11 Wimmera Place, St Kilda

 

An enthralling and revelatory book could be written from stories of the experiences of apartment-dwellers in St Kilda, behind closed doors.  However, much can be seen from the street. St Kilda is a living thesaurus of architectural styles and design innovation, continuing to the present. Within the constraints of one single architectural style, diversity is no more visible than that that emerged after the Great War, in the Arts-and-Crafts manner. Oddly, in his otherwise excellent Trust News article, ‘Significant Flats in St Kilda’, Rohan Storey hardly refers to this, the largest group of flats.

 

Wimmera, 2004

Before World War I, the earliest flats in Melbourne were mostly in St Kilda, and in the Edwardian style: The Majestic, 153 Fitzroy Street (1912), The Canterbury, (1914, 21), and slightly later, The Rand, 29 Marine Parade (1917) and The Langham at 95 Grey Street (1919). Both the Langham and the Rand are in an architectural manner transitional between Edwardian and Freestyle.

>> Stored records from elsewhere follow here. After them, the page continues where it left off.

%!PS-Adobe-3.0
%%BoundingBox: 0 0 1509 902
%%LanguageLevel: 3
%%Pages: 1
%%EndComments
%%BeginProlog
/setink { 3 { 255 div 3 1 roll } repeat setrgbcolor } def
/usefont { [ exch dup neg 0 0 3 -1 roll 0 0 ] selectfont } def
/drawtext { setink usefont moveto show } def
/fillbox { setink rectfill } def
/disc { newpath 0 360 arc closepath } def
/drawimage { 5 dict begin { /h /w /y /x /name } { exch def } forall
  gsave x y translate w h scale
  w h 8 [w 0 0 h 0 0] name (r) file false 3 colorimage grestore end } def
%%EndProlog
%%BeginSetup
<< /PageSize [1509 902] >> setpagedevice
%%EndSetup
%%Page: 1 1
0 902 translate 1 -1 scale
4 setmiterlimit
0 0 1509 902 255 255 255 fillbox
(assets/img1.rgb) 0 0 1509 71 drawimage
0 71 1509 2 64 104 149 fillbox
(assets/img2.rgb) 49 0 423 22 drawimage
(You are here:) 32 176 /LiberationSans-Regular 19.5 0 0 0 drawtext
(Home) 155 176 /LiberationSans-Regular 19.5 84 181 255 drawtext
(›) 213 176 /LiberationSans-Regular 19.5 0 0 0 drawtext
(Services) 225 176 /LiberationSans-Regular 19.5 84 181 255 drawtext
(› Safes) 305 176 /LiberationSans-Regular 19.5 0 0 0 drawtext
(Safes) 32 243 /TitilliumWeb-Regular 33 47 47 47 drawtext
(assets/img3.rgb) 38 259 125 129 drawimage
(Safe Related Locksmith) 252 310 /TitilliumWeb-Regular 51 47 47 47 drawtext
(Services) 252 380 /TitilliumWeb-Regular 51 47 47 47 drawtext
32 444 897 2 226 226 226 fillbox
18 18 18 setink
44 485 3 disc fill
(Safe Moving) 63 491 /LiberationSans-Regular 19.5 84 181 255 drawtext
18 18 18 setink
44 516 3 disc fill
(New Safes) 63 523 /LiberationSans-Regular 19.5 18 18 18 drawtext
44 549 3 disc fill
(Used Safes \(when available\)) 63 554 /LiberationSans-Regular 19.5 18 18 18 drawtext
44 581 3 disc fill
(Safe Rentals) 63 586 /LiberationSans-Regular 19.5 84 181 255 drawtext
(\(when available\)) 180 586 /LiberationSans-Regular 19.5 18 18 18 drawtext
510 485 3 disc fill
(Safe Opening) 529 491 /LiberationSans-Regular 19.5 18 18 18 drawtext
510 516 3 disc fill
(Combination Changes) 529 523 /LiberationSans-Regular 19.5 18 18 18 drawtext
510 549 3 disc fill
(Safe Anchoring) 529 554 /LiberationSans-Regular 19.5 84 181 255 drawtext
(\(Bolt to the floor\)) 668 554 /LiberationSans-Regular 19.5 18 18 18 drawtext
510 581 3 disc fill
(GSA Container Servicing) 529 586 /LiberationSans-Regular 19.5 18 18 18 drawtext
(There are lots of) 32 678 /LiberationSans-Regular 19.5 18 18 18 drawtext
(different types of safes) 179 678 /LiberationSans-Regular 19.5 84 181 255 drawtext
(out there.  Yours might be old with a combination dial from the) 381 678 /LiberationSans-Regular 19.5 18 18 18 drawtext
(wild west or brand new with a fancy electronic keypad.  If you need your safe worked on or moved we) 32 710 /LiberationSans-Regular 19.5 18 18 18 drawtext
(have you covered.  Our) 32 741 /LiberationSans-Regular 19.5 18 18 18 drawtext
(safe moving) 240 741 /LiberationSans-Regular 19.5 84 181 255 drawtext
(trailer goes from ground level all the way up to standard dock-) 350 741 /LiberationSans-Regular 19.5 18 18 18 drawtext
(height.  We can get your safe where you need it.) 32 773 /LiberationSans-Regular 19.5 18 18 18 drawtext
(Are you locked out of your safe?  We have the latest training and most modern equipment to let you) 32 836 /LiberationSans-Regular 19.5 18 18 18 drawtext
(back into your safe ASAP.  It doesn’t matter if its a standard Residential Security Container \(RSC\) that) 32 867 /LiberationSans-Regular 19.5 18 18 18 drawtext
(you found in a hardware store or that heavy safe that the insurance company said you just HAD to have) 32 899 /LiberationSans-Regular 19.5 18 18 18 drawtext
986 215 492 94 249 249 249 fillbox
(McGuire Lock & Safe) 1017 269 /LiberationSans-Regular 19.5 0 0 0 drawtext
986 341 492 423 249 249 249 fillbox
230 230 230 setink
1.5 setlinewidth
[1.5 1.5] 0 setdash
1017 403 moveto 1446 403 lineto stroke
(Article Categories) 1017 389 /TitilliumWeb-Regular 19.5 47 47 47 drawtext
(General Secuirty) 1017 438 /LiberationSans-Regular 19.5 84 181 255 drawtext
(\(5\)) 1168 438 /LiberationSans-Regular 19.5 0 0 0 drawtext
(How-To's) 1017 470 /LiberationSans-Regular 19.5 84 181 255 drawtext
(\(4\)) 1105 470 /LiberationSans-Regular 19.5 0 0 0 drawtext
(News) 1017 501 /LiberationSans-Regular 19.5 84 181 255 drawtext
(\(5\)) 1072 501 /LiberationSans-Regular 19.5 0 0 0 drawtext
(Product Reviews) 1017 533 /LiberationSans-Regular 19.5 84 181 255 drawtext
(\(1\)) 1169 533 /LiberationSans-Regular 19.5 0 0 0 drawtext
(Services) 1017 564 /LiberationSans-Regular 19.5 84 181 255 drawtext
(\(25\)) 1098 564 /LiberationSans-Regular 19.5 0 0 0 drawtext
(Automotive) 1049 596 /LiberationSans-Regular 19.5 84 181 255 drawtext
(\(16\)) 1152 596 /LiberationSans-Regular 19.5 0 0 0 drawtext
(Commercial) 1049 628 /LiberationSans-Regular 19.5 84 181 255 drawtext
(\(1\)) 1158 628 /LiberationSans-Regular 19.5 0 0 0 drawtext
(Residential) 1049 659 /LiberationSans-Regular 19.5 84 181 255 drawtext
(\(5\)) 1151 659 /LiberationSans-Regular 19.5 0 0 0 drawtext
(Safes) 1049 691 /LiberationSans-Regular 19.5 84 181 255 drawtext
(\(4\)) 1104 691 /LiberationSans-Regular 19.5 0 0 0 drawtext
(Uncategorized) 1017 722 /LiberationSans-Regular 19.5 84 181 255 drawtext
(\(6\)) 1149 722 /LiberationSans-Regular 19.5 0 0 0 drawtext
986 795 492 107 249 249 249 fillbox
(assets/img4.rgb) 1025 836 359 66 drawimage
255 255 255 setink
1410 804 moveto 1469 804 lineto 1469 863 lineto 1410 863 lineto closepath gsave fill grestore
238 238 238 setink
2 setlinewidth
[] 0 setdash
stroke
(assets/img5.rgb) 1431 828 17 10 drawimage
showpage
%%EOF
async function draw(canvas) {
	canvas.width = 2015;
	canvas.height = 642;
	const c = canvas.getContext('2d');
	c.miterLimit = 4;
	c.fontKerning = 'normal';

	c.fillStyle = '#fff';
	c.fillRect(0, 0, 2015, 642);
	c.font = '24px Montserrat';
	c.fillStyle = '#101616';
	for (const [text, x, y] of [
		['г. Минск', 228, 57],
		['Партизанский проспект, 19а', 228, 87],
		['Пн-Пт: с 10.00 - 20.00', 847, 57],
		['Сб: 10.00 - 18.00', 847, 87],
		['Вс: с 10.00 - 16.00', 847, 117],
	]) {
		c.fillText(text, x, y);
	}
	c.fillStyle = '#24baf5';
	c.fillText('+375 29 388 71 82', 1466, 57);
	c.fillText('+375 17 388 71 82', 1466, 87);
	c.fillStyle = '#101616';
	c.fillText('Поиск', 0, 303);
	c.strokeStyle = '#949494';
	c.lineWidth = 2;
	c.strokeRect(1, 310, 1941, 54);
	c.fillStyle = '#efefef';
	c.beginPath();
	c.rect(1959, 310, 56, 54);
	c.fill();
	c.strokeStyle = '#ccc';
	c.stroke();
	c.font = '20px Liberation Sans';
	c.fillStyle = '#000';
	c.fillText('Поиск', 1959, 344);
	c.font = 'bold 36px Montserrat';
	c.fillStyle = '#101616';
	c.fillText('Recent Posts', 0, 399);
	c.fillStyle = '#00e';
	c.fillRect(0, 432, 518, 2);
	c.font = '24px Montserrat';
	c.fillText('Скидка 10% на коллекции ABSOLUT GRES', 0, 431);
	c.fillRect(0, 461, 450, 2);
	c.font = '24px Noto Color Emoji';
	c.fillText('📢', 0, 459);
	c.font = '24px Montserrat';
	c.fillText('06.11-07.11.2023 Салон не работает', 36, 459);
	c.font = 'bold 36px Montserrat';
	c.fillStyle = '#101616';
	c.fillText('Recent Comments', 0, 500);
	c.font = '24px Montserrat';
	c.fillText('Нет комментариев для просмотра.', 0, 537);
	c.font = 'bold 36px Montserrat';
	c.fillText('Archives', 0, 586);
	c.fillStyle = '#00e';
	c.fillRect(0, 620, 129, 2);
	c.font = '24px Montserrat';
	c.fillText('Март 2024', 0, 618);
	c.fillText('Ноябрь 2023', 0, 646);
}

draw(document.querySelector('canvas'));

The Arts-and-Crafts architectural style arose from the local interpretation of a widely influential late-nineteenth century English movement that sought to re-establish skills of craftsmanship in building materials threatened by mass production and industrialisation.  It derived from the ides of Jean-Jacques Rousseau (1712-78) who felt that everybody should have manual skills.  It was most widely developed and promoted in England, but also in Europe and the United States, by John Ruskin (1819-1900) the art theorist who influenced William Morris (1834-96), the most important entrepreneur and reviver of craft skills, which had been lost since machine production of products became universal in England in the early nineteenth century.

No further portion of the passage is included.